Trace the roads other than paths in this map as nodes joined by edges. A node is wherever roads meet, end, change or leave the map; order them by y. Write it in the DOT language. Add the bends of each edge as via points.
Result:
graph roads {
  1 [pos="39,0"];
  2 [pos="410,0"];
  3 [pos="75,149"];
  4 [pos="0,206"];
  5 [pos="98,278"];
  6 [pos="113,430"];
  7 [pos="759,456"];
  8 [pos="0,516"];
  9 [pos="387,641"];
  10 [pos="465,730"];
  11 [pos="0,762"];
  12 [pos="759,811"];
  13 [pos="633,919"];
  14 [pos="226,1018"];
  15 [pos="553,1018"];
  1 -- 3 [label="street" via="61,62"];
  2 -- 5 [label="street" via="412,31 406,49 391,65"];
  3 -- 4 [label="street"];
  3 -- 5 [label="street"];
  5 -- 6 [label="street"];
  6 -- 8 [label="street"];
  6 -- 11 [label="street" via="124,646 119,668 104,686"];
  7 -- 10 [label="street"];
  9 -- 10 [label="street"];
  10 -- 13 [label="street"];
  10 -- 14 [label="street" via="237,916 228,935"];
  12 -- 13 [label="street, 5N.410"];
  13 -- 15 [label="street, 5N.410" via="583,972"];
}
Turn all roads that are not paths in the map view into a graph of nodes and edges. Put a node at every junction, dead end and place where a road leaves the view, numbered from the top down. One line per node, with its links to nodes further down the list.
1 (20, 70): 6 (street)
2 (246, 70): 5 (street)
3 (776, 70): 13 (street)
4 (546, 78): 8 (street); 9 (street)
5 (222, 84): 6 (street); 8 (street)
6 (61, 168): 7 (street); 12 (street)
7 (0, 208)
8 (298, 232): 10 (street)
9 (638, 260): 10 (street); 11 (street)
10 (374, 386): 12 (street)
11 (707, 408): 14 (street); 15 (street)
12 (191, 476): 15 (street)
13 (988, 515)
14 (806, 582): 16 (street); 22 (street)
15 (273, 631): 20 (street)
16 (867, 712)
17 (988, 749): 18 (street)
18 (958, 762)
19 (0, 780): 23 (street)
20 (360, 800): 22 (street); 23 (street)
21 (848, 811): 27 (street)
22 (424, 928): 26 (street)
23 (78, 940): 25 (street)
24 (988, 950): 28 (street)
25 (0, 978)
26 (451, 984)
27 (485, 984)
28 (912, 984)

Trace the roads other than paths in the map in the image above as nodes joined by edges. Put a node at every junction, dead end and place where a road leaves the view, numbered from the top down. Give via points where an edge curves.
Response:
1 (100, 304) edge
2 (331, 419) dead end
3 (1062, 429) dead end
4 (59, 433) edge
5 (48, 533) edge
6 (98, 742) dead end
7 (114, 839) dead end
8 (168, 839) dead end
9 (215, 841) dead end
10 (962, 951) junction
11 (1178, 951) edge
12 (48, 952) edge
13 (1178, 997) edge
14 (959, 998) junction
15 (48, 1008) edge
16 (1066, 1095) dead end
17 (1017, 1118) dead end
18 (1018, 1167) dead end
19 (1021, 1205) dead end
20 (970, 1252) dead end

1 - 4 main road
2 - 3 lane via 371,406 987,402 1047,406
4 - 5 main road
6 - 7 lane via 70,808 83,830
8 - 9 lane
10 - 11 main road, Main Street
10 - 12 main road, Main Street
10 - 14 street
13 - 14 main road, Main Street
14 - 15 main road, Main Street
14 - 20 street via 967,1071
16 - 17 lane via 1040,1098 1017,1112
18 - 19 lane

====

> **Assignment**
All lines in the records above with "joined" need to be found and copied.

> **Exercise response**
Trace the roads other than paths in this map as nodes joined by edges. A node is wherever roads meet, end, change or leave the map; order them by y. Write it in the DOT language. Add the bends of each edge as via points.
Trace the roads other than paths in the map in the image above as nodes joined by edges. Put a node at every junction, dead end and place where a road leaves the view, numbered from the top down. Give via points where an edge curves.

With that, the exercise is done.